▶ [WHAT YOU HAVE TO DO]: What is needed is an exact copy of every entry below.

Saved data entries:
┏━━

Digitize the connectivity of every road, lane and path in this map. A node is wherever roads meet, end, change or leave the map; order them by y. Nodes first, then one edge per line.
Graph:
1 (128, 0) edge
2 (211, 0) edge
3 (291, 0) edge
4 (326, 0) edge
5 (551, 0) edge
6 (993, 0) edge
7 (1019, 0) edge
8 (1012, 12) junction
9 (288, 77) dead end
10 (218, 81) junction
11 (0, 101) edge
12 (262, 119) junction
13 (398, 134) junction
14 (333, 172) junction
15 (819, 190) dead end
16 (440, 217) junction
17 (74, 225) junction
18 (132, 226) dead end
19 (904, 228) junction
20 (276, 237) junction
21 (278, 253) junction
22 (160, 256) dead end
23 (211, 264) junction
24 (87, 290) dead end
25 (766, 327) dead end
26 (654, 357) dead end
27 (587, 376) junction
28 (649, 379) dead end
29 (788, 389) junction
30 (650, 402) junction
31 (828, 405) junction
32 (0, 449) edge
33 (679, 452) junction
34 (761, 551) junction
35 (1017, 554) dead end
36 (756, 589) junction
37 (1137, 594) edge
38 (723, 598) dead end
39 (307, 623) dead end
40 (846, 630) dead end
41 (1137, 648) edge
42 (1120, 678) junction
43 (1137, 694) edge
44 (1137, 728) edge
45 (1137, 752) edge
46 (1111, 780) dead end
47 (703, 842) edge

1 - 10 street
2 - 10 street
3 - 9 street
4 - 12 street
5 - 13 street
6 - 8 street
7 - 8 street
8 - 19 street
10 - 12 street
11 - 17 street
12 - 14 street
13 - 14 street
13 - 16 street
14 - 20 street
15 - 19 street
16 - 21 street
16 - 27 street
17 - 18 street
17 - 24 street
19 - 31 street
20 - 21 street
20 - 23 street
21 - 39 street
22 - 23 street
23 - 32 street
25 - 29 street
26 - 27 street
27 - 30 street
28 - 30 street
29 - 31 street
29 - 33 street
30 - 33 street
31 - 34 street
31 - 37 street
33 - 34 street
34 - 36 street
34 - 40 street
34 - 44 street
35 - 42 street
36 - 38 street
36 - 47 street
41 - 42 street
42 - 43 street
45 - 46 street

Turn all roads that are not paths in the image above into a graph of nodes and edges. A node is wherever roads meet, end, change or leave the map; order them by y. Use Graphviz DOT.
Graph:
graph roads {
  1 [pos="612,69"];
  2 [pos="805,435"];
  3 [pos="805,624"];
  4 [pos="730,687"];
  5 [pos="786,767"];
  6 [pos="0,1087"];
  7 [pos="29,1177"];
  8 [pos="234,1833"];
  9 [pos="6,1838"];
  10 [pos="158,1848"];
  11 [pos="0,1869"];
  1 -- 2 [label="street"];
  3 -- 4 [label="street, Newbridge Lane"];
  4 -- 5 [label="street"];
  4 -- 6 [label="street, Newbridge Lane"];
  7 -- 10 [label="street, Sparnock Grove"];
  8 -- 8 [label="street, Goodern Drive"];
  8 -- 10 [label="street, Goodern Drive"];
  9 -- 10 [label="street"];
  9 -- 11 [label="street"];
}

┗━━

▶ [SOLUTION BELOW]:
Digitize the connectivity of every road, lane and path in this map. A node is wherever roads meet, end, change or leave the map; order them by y. Nodes first, then one edge per line.
Graph:
1 (128, 0) edge
2 (211, 0) edge
3 (291, 0) edge
4 (326, 0) edge
5 (551, 0) edge
6 (993, 0) edge
7 (1019, 0) edge
8 (1012, 12) junction
9 (288, 77) dead end
10 (218, 81) junction
11 (0, 101) edge
12 (262, 119) junction
13 (398, 134) junction
14 (333, 172) junction
15 (819, 190) dead end
16 (440, 217) junction
17 (74, 225) junction
18 (132, 226) dead end
19 (904, 228) junction
20 (276, 237) junction
21 (278, 253) junction
22 (160, 256) dead end
23 (211, 264) junction
24 (87, 290) dead end
25 (766, 327) dead end
26 (654, 357) dead end
27 (587, 376) junction
28 (649, 379) dead end
29 (788, 389) junction
30 (650, 402) junction
31 (828, 405) junction
32 (0, 449) edge
33 (679, 452) junction
34 (761, 551) junction
35 (1017, 554) dead end
36 (756, 589) junction
37 (1137, 594) edge
38 (723, 598) dead end
39 (307, 623) dead end
40 (846, 630) dead end
41 (1137, 648) edge
42 (1120, 678) junction
43 (1137, 694) edge
44 (1137, 728) edge
45 (1137, 752) edge
46 (1111, 780) dead end
47 (703, 842) edge

1 - 10 street
2 - 10 street
3 - 9 street
4 - 12 street
5 - 13 street
6 - 8 street
7 - 8 street
8 - 19 street
10 - 12 street
11 - 17 street
12 - 14 street
13 - 14 street
13 - 16 street
14 - 20 street
15 - 19 street
16 - 21 street
16 - 27 street
17 - 18 street
17 - 24 street
19 - 31 street
20 - 21 street
20 - 23 street
21 - 39 street
22 - 23 street
23 - 32 street
25 - 29 street
26 - 27 street
27 - 30 street
28 - 30 street
29 - 31 street
29 - 33 street
30 - 33 street
31 - 34 street
31 - 37 street
33 - 34 street
34 - 36 street
34 - 40 street
34 - 44 street
35 - 42 street
36 - 38 street
36 - 47 street
41 - 42 street
42 - 43 street
45 - 46 street

Turn all roads that are not paths in the image above into a graph of nodes and edges. A node is wherever roads meet, end, change or leave the map; order them by y. Use Graphviz DOT.
Graph:
graph roads {
  1 [pos="612,69"];
  2 [pos="805,435"];
  3 [pos="805,624"];
  4 [pos="730,687"];
  5 [pos="786,767"];
  6 [pos="0,1087"];
  7 [pos="29,1177"];
  8 [pos="234,1833"];
  9 [pos="6,1838"];
  10 [pos="158,1848"];
  11 [pos="0,1869"];
  1 -- 2 [label="street"];
  3 -- 4 [label="street, Newbridge Lane"];
  4 -- 5 [label="street"];
  4 -- 6 [label="street, Newbridge Lane"];
  7 -- 10 [label="street, Sparnock Grove"];
  8 -- 8 [label="street, Goodern Drive"];
  8 -- 10 [label="street, Goodern Drive"];
  9 -- 10 [label="street"];
  9 -- 11 [label="street"];
}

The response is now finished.